Entamoeba histolytica is a human pathogen which can grow using different sources of iron such as free iron, lactoferrin, transferrin, ferritin or haemoglobin. In the present study, we found that E. histolytica was also capable of supporting its growth in the presence of haem as the sole iron supply. In addition, when trophozoites were maintained in cultures supplemented with haemoglobin as the only iron source, the haem was released and thus it was introduced into cells. Interestingly, the Ehhmbp26 and Ehhmbp45 proteins could be related to the mechanism of iron acquisition in this protozoan, since they were secreted to the medium under iron-starvation conditions, and presented higher binding affinity for haem than for haemoglobin. In addition, both proteins were unable to bind free iron or transferrin in the presence of haem. Taken together, our results suggest that Ehhmbp26 and Ehhmbp45 could function as haemophores, secreted by this parasite to facilitate the scavenging of haem from the host environment during the infective process.

Cloning and identification of a gene coding for a 26-kDa hemoglobin-binding protein from Entamoeba histolytica.
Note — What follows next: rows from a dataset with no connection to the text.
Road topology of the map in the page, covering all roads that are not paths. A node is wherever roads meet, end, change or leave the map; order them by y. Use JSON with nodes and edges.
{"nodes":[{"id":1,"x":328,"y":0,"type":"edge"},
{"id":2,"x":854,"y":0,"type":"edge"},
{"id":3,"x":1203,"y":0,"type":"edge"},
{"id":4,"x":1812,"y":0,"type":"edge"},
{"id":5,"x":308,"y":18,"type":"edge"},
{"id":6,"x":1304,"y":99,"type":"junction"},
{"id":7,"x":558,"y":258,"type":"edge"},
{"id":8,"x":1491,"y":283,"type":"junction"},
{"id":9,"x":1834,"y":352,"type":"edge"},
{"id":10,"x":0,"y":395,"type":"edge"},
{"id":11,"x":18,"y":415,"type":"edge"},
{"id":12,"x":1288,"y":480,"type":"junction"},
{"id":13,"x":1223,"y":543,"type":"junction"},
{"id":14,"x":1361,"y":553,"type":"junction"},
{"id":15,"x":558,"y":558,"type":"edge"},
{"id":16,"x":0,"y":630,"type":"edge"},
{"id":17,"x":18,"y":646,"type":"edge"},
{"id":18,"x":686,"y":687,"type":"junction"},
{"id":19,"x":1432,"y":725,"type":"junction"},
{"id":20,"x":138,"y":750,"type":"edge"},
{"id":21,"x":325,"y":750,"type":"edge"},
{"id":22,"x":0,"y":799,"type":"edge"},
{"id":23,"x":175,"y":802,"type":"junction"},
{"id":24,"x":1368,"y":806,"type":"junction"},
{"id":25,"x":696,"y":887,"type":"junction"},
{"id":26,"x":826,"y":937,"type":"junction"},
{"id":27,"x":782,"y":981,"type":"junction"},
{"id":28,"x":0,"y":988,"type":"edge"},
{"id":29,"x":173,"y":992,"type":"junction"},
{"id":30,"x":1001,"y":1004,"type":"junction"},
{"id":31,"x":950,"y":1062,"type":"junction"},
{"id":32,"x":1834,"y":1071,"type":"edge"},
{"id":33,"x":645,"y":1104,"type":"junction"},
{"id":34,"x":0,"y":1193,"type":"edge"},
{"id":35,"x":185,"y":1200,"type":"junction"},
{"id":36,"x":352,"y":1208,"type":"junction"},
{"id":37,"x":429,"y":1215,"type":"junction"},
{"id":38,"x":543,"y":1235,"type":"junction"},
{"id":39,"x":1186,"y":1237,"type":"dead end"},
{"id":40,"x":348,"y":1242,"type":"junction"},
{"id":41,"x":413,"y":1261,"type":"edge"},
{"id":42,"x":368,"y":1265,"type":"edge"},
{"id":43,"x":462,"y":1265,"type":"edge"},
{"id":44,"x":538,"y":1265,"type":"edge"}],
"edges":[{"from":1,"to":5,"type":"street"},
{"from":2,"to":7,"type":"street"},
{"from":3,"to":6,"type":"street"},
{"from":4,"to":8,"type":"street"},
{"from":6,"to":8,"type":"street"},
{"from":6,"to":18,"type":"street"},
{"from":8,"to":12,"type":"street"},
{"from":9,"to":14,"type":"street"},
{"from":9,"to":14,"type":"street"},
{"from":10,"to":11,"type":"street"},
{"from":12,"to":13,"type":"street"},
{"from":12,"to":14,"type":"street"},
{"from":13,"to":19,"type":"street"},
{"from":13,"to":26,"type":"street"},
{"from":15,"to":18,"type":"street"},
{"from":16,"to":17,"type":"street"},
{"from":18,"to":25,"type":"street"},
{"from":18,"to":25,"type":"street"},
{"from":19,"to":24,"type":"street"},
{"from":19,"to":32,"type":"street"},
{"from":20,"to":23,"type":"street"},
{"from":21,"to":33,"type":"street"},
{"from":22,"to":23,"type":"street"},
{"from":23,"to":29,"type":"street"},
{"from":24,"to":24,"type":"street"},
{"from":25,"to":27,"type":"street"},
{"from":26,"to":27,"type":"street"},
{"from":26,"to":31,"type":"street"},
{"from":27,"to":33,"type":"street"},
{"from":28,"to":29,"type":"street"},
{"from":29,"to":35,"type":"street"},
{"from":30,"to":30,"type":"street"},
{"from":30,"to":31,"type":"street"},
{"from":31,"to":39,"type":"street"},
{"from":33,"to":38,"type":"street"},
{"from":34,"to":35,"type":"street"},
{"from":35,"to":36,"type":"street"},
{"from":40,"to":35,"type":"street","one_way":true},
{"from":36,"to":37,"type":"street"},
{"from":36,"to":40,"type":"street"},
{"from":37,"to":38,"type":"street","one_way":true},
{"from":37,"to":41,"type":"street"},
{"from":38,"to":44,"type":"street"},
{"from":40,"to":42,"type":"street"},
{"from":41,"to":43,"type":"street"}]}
The capability of Entamoeba histolytica to use hemoglobin (Hb) as an iron source has been documented. However, the underlying mechanism to acquire iron from this source is poorly understood. In the present work, an in silico analysis in the E. histolytica genome (Pathema database) allowed us to identify a gene coding for a putative 26-kDa protein (Ehhmbp26) which contains the motifs necessary for Hb-binding. The purified Ehhmbp26 protein was able to bind Hb. Albeit with less efficiency, trophozoites were able to grow using Hb as the only iron source. In addition, ehhmbp26 RNA and the Ehhmbp26 protein were only expressed under iron restrictive conditions and ehhmbp26 RNA was subsequently inhibited after iron supplementation indicating that ehhmbp26 gene is negatively regulated by iron. These results suggest that the Ehhmbp26 protein may be involved in a mechanism by which E. histolytica scavenges iron from Hb.

Ehhmbp45 is a novel hemoglobin-binding protein identified in Entamoeba histolytica.

Hemoglobin-binding proteins are necessary for pathogens to obtain iron from Hb. Entamoeba histolytica can grow using Hb as source of iron, but the underlying mechanism has not previously been established. In this work, we identified a 45 kDa Hb-binding protein of E. histolytica, which we named Ehhmbp45. In silico analysis showed that Ehhmbp45 contains the conserved domains needed for Hb-binding, while overlay assays demonstrated that Ehhmbp45 is able to bind Hb. In addition, we found that Ehhmbp45 mRNA levels were up-regulated under iron starvation conditions and were subsequently restored to basal levels when Hb was added to the cell cultures. These findings provide the first insights on the role of Ehhmbp45 in iron acquisition from Hb.